= WHAT THE TASK ASKS =
Read through the material below and copy each line in which the word "AVINGUDA" occurs.

== Segment start ==

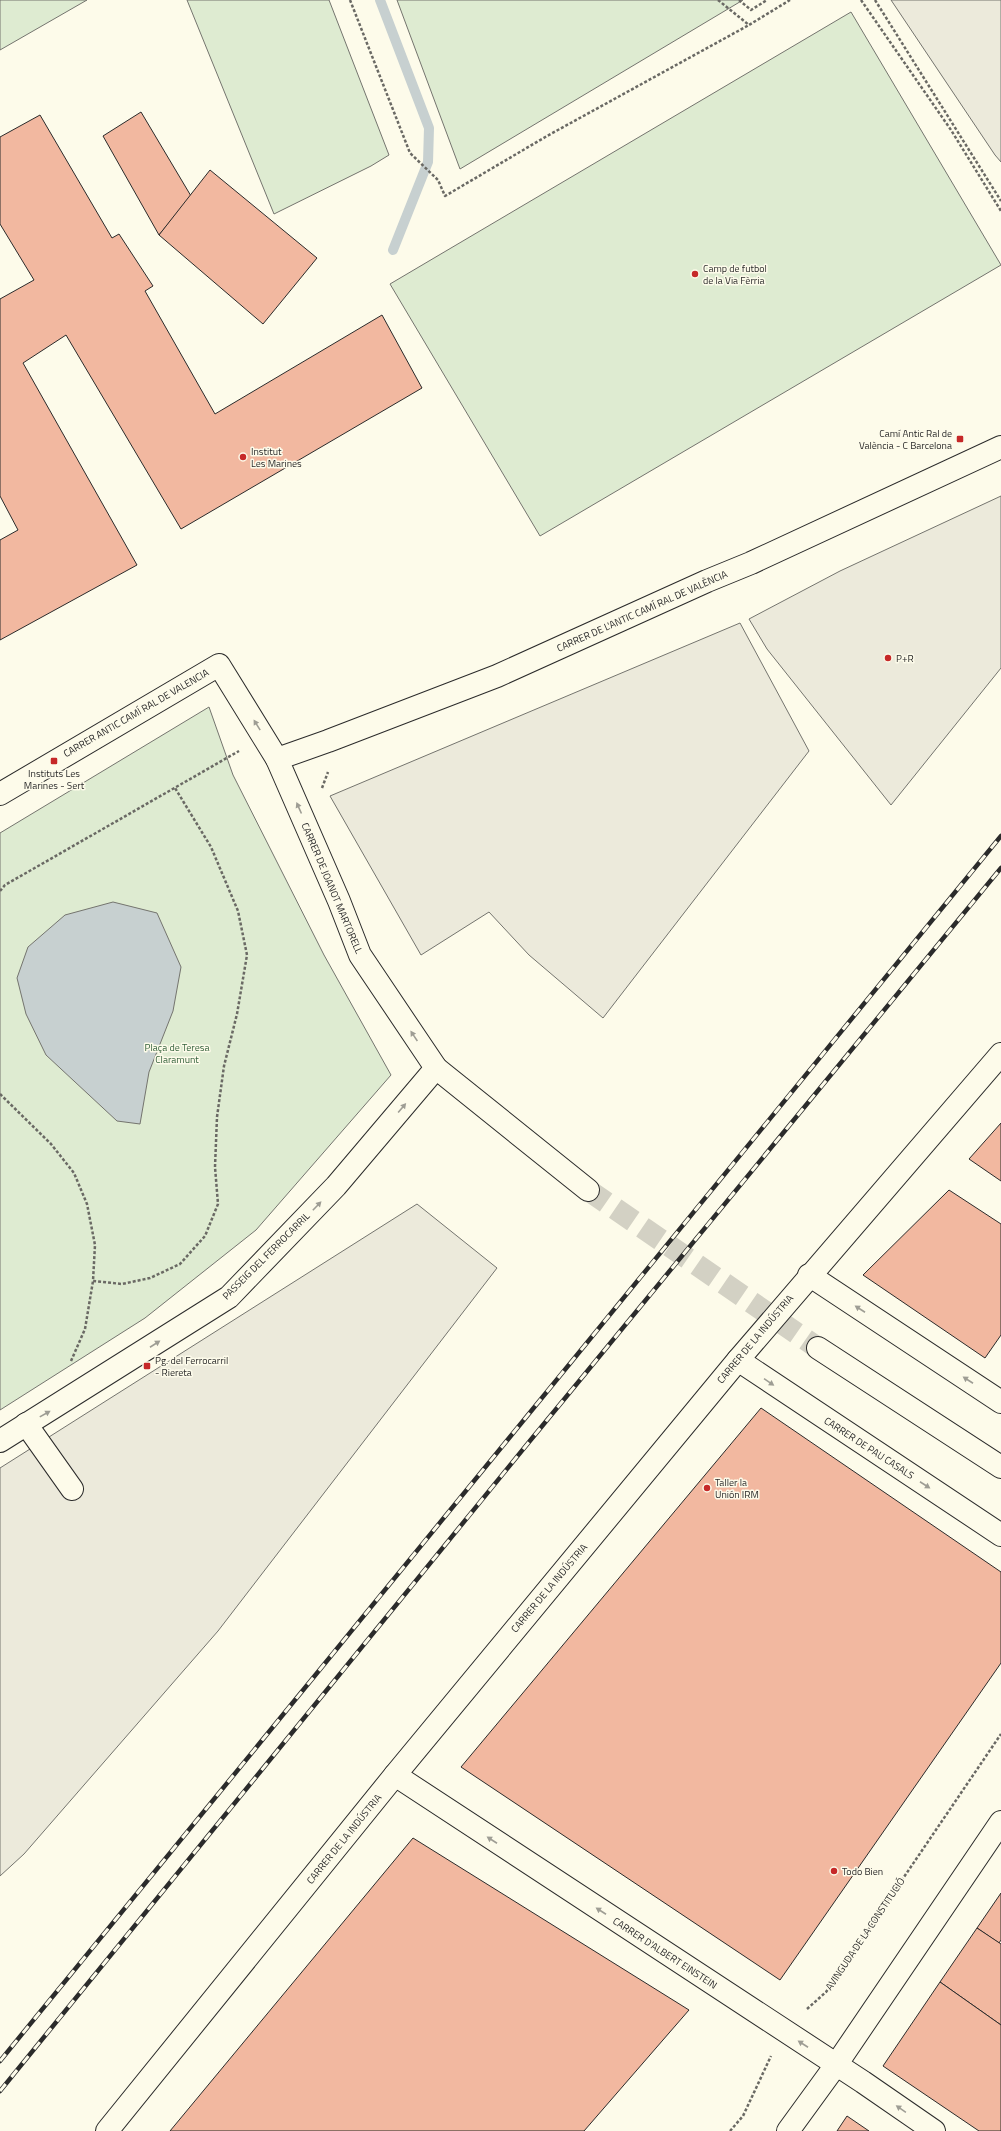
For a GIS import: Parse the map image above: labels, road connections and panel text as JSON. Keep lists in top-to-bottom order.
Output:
{
  "streets": {
    "street": [
      "CARRER DE L'ANTIC CAMÍ RAL DE VALÈNCIA",
      "CARRER ANTIC CAMÍ RAL DE VALENCIA",
      "CARRER DE JOANOT MARTORELL",
      "PASSEIG DEL FERROCARRIL",
      "CARRER DE LA INDÚSTRIA",
      "CARRER DE PAU CASALS",
      "CARRER D'ALBERT EINSTEIN"
    ],
    "path": ["AVINGUDA DE LA CONSTITUCIÓ"]
  },
  "crossings": [
    ["CARRER DE L'ANTIC CAMÍ RAL DE VALÈNCIA", "CARRER ANTIC CAMÍ RAL DE VALENCIA"],
    ["CARRER DE L'ANTIC CAMÍ RAL DE VALÈNCIA", "CARRER DE JOANOT MARTORELL"],
    ["CARRER ANTIC CAMÍ RAL DE VALENCIA", "CARRER DE JOANOT MARTORELL"],
    ["CARRER DE JOANOT MARTORELL", "PASSEIG DEL FERROCARRIL"],
    ["CARRER DE LA INDÚSTRIA", "CARRER DE PAU CASALS"],
    ["CARRER DE LA INDÚSTRIA", "CARRER D'ALBERT EINSTEIN"],
    ["AVINGUDA DE LA CONSTITUCIÓ", "CARRER D'ALBERT EINSTEIN"]
  ],
  "one_way": ["CARRER DE JOANOT MARTORELL", "PASSEIG DEL FERROCARRIL", "CARRER D'ALBERT EINSTEIN"],
  "parks": ["Plaça de Teresa Claramunt"],
  "places": {
    "other": [
      "Camp de futbol de la Via Fèrria",
      "Institut Les Marines",
      "P+R",
      "Taller la Unión IRM",
      "Todo Bien"
    ],
    "transit": ["Camí Antic Ral de València - C Barcelona", "Instituts Les Marines - Sert", "Pg. del Ferrocarril - Riereta"]
  }
}
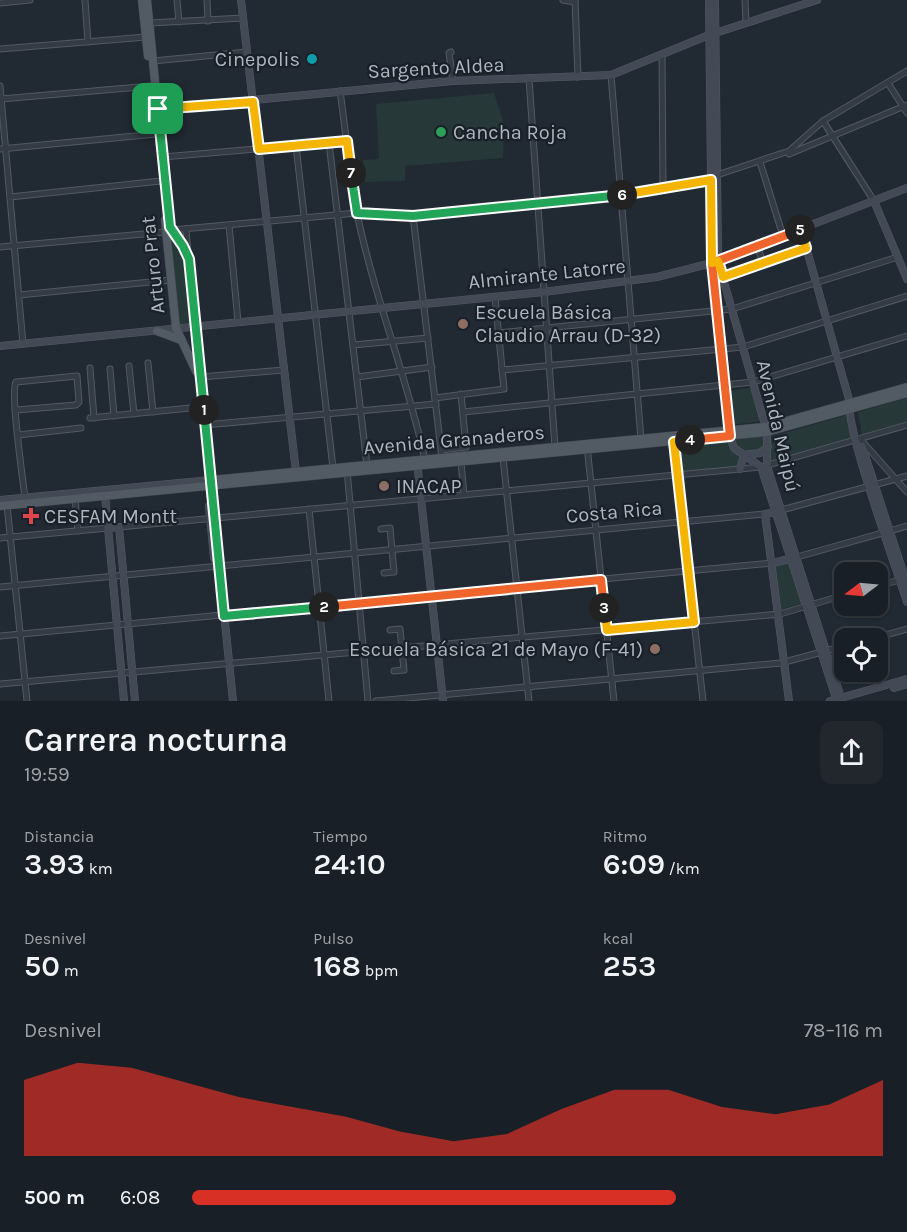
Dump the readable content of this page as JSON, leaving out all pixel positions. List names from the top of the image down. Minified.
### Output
{"streets":{"main road":["Arturo Prat","Avenida Granaderos"],"street":["Sargento Aldea","Almirante Latorre","Avenida Maipú","Costa Rica"]},"crossings":[["Sargento Aldea","Arturo Prat"],["Arturo Prat","Almirante Latorre"],["Arturo Prat","Avenida Granaderos"],["Arturo Prat","Costa Rica"],["Almirante Latorre","Avenida Maipú"],["Avenida Maipú","Avenida Granaderos"],["Avenida Maipú","Costa Rica"]],"places":{"other":["Cinepolis","Cancha Roja","Escuela Básica Claudio Arrau (D-32)","INACAP","Escuela Básica 21 de Mayo (F-41)"],"health":["CESFAM Montt"]},"north":"left","page":{"pins":["7","6","5","1","4","2","3"],"heading":["Carrera nocturna","19:59"],"stats":[["Distancia","3.93 km"],["Tiempo","24:10"],["Ritmo","6:09 /km"],["Desnivel","50 m"],["Pulso","168 bpm"],["kcal","253"]],"chart":["Desnivel","78–116 m"],"list":[{"name":"500 m","note":"6:08"}]}}
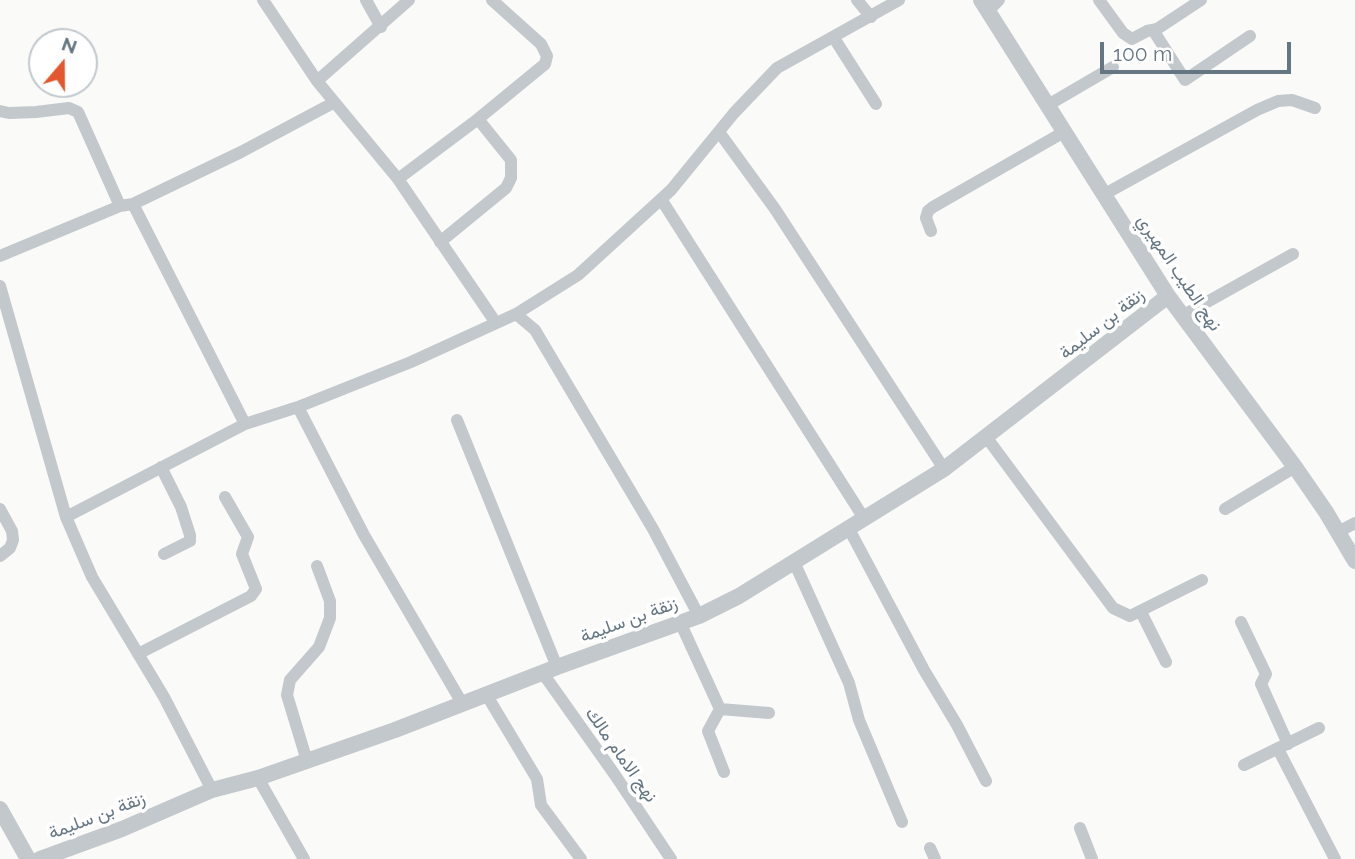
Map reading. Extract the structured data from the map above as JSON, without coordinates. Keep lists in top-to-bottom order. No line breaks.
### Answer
{"streets":{"street":["نهج الطيب المهيري","زنقة بن سليمة","نهج الامام مالك"]},"crossings":[["نهج الطيب المهيري","زنقة بن سليمة"],["زنقة بن سليمة","نهج الامام مالك"]],"scale_bar":"100 m","north":"top"}
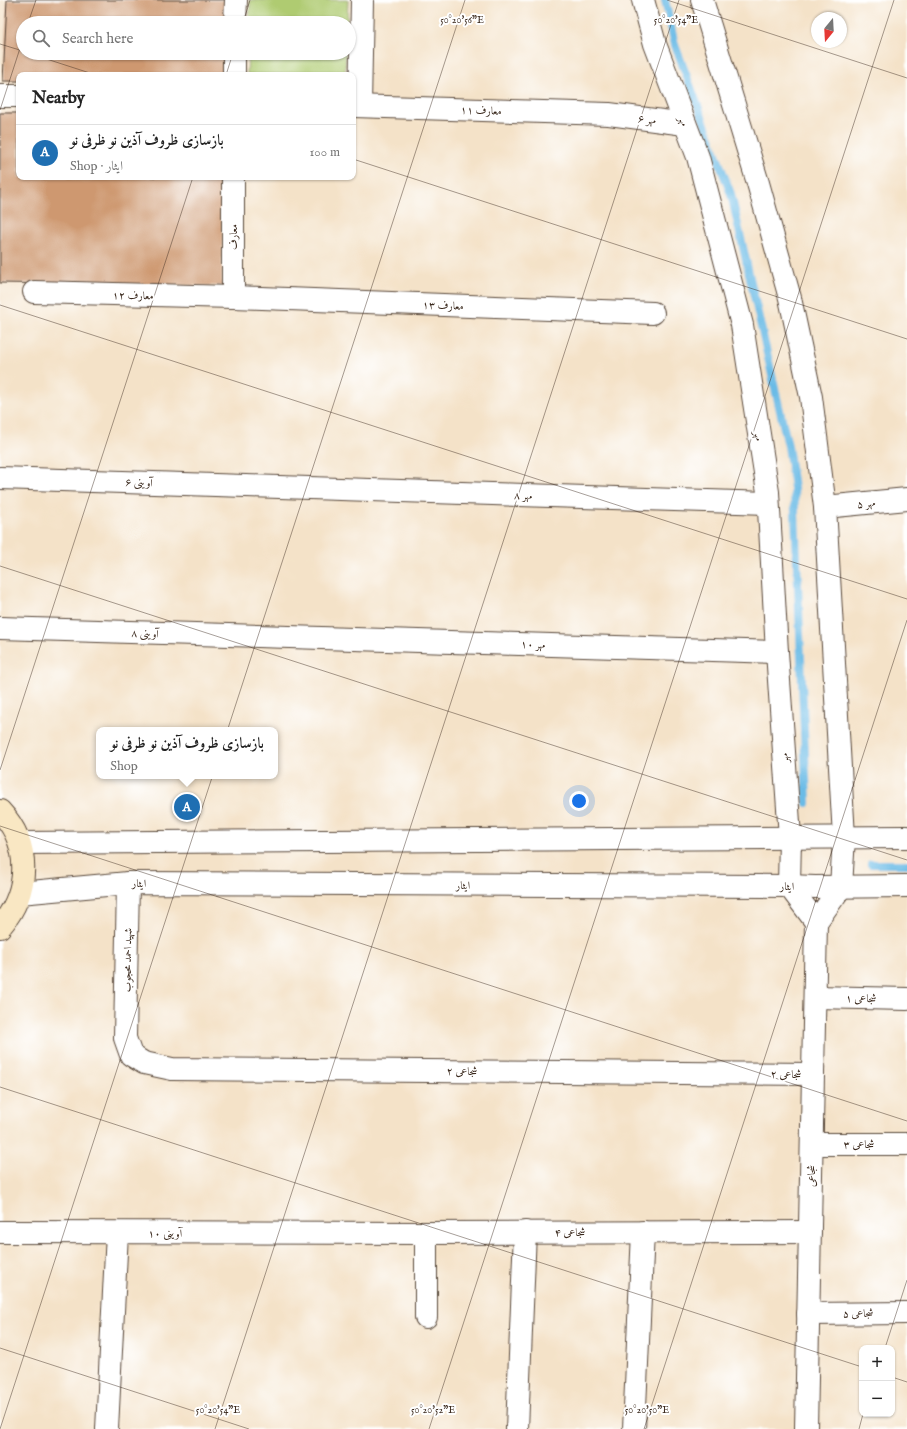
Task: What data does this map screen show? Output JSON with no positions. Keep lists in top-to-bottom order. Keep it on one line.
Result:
{"streets":{"street":["معارف ۱۱","مهر ۶","مهر","معارف","معارف ۱۲","معارف ۱۳","۶ آوینی","مهر ۸","مهر ۵","۸ آوینی","مهر ۱۰","ایثار","شهید احمد محجوب","شجاعی ۱","شجاعی ۲","شجاعی ۳","شجاعی","شجاعی ۴","۱۰ آوینی","شجاعی ۵"]},"crossings":[["معارف ۱۱","مهر ۶"],["مهر ۶","مهر"],["مهر","مهر ۸"],["مهر","مهر ۱۰"],["مهر","ایثار"],["معارف","معارف ۱۲"],["معارف","معارف ۱۳"],["معارف ۱۲","معارف ۱۳"],["۶ آوینی","مهر ۸"],["۸ آوینی","مهر ۱۰"],["ایثار","شهید احمد محجوب"],["شهید احمد محجوب","شجاعی ۲"],["شجاعی ۱","شجاعی"],["شجاعی ۲","شجاعی"],["شجاعی ۳","شجاعی"],["شجاعی","شجاعی ۴"],["شجاعی","شجاعی ۵"],["شجاعی ۴","۱۰ آوینی"]],"north":"bottom","page":{"search":"Search here","heading":"Nearby","list":[{"mark":"A","name":"بازسازی ظروف آذین نو ظرفی نو","note":"Shop · ایثار","value":"100 m"}],"popup":["بازسازی ظروف آذین نو ظرفی نو","Shop"],"pins":"A","map_buttons":["+","−"]},"coordinates":["50°20'56\"E","50°20'54\"E","50°20'52\"E","50°20'50\"E"]}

== Segment end ==

= RESULT FOR THIS EXERCISE =
    "path": ["AVINGUDA DE LA CONSTITUCIÓ"]
    ["AVINGUDA DE LA CONSTITUCIÓ", "CARRER D'ALBERT EINSTEIN"]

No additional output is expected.